#### BRIEF
Once the line with "ring tip: (103, 217)" is found, repeat exactly that line and every one after it until the data below ends, including the last line.

#### EXERCISE INPUTS
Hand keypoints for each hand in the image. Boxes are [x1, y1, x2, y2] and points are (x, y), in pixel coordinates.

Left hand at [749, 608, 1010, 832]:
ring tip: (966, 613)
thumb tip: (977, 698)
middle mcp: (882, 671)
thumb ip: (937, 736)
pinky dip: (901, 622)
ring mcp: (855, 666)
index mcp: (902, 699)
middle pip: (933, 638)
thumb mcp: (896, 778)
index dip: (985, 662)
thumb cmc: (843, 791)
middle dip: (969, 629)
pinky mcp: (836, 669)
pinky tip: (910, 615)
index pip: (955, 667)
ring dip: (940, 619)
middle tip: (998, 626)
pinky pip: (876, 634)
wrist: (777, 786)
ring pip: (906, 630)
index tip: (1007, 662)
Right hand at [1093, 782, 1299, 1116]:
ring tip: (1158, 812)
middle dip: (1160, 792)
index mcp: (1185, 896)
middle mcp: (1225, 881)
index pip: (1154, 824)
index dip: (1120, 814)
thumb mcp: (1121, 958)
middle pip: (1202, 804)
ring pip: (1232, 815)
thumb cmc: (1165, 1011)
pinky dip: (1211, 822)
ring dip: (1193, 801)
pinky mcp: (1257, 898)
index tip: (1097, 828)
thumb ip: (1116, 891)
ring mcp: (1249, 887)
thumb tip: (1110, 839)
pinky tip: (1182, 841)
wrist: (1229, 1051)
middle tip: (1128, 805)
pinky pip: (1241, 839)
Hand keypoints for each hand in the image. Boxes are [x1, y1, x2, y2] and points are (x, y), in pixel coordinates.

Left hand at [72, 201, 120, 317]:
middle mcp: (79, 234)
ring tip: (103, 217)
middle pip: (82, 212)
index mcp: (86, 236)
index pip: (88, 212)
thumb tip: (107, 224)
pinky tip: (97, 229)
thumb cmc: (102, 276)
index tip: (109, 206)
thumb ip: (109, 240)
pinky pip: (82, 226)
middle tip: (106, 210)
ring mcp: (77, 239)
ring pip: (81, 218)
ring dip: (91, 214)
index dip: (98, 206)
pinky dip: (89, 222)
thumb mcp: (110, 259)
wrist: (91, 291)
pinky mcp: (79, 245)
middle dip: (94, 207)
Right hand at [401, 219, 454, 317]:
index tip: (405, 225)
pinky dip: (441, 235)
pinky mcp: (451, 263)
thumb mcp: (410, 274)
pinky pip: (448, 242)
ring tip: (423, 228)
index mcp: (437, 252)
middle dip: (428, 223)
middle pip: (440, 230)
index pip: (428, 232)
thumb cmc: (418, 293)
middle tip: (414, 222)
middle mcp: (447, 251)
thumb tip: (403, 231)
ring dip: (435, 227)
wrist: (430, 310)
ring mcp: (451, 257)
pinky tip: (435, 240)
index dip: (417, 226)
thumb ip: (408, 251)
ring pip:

#### SOLVED PROBLEM
ring tip: (103, 217)
middle pip: (82, 212)
index mcp: (86, 236)
index pip: (88, 212)
thumb tip: (107, 224)
pinky tip: (97, 229)
thumb cmc: (102, 276)
index tip: (109, 206)
thumb ip: (109, 240)
pinky pip: (82, 226)
middle tip: (106, 210)
ring mcp: (77, 239)
ring pip: (81, 218)
ring dip: (91, 214)
index dip: (98, 206)
pinky dip: (89, 222)
thumb mcp: (110, 259)
wrist: (91, 291)
pinky mcp: (79, 245)
middle dip: (94, 207)
Right hand at [401, 219, 454, 317]:
index tip: (405, 225)
pinky dip: (441, 235)
pinky mcp: (451, 263)
thumb mcp: (410, 274)
pinky pip: (448, 242)
ring tip: (423, 228)
index mcp: (437, 252)
middle dip: (428, 223)
middle pip: (440, 230)
index pip: (428, 232)
thumb cmc: (418, 293)
middle tip: (414, 222)
middle mcp: (447, 251)
thumb tip: (403, 231)
ring dip: (435, 227)
wrist: (430, 310)
ring mcp: (451, 257)
pinky tip: (435, 240)
index dip: (417, 226)
thumb ip: (408, 251)
ring pip:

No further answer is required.